▸ Exercise description
Please copy each line of the listing below in which the word "nodes" appears.

▸ Exercise input
[Start of section]
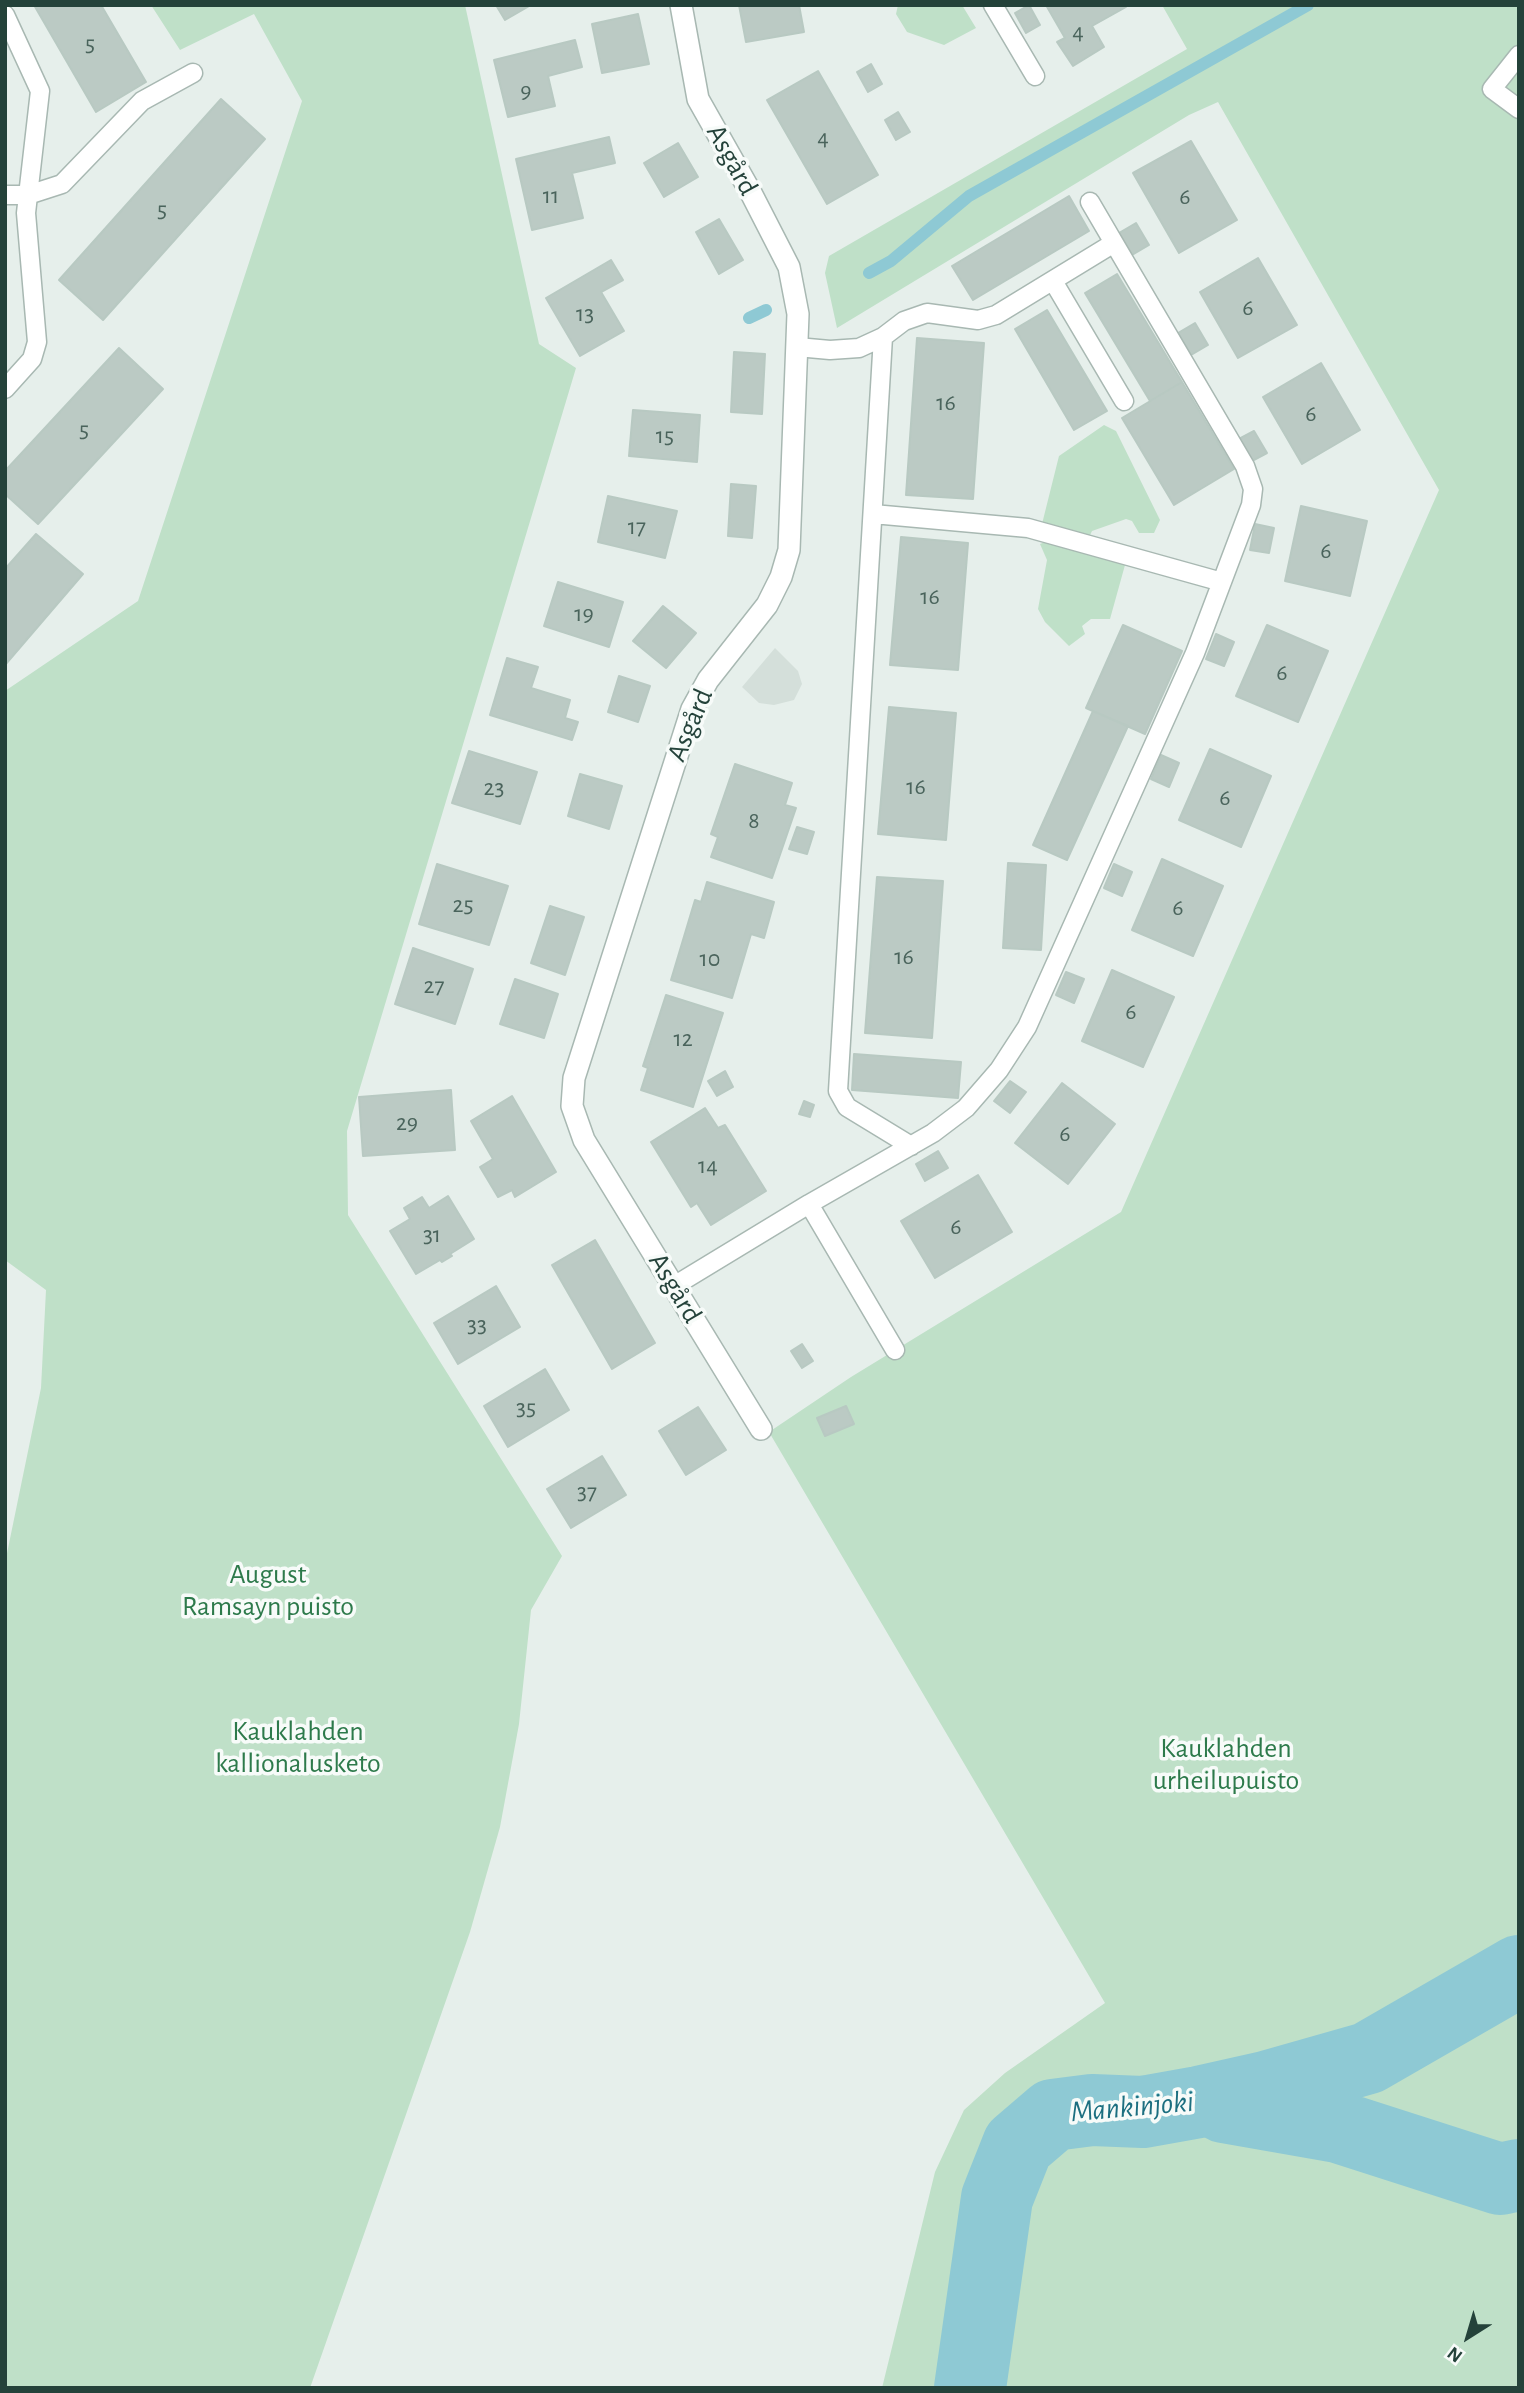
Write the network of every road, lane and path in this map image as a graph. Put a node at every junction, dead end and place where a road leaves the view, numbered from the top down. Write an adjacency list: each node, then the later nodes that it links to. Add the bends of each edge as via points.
[End of section]
[Start of section]
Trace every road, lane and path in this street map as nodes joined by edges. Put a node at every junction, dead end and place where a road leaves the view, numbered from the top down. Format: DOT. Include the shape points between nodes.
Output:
[End of section]
[Start of section]
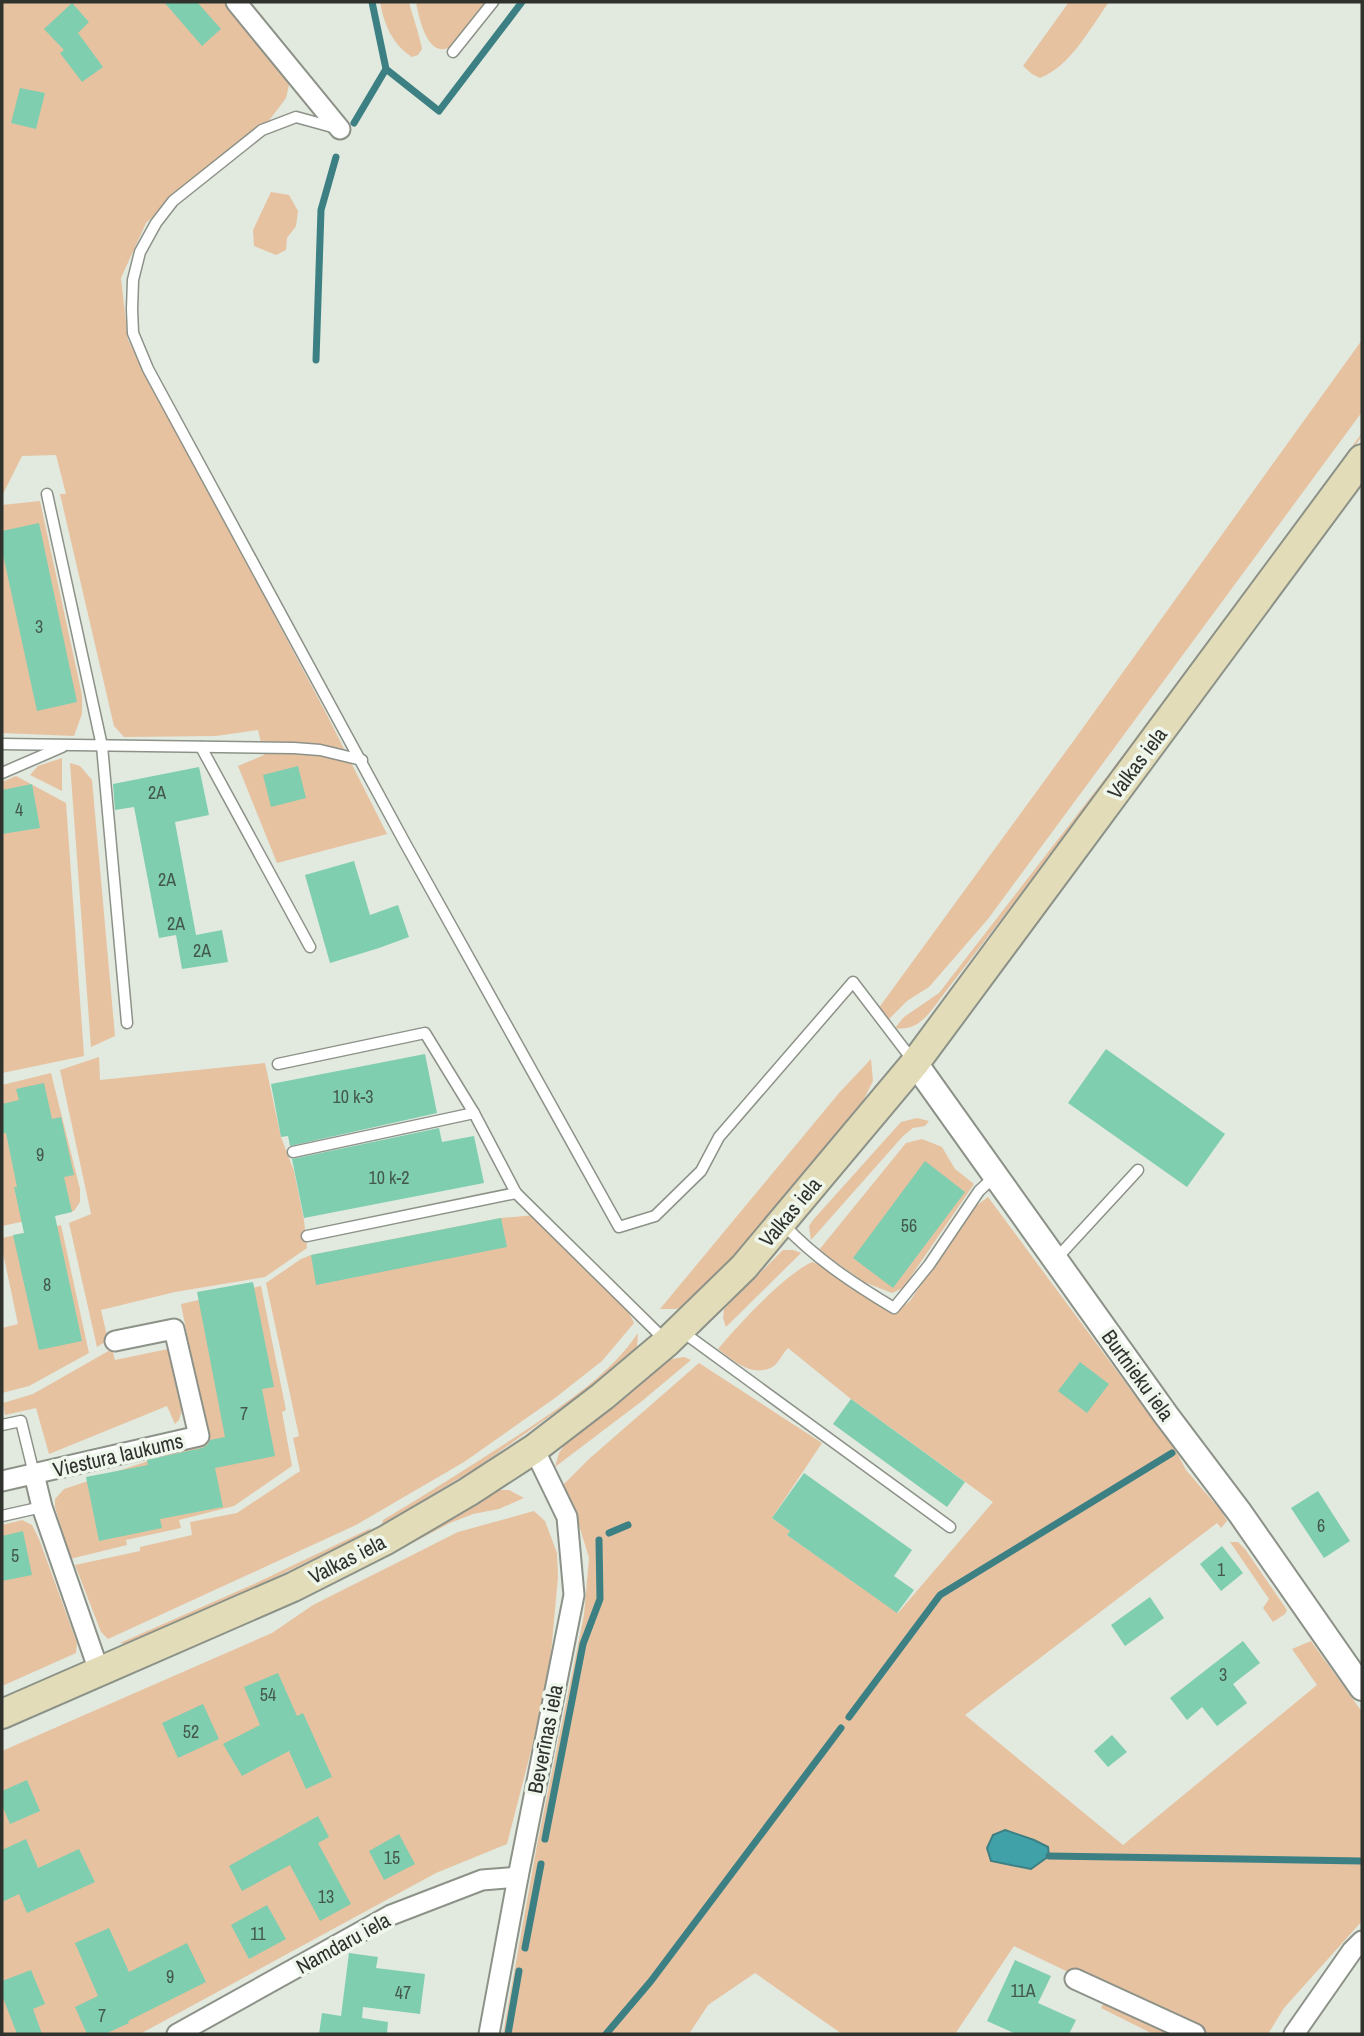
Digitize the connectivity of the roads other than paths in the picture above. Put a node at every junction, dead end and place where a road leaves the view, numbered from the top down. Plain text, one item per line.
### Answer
[End of section]
▸ Answer section
Write the network of every road, lane and path in this map image as a graph. Put a node at every junction, dead end and place where a road leaves the view, numbered from the top down. Write an adjacency list: each node, then the later nodes that it links to. Add the bends of each edge as via points.
Trace every road, lane and path in this street map as nodes joined by edges. Put a node at every junction, dead end and place where a road leaves the view, numbered from the top down. Format: DOT. Include the shape points between nodes.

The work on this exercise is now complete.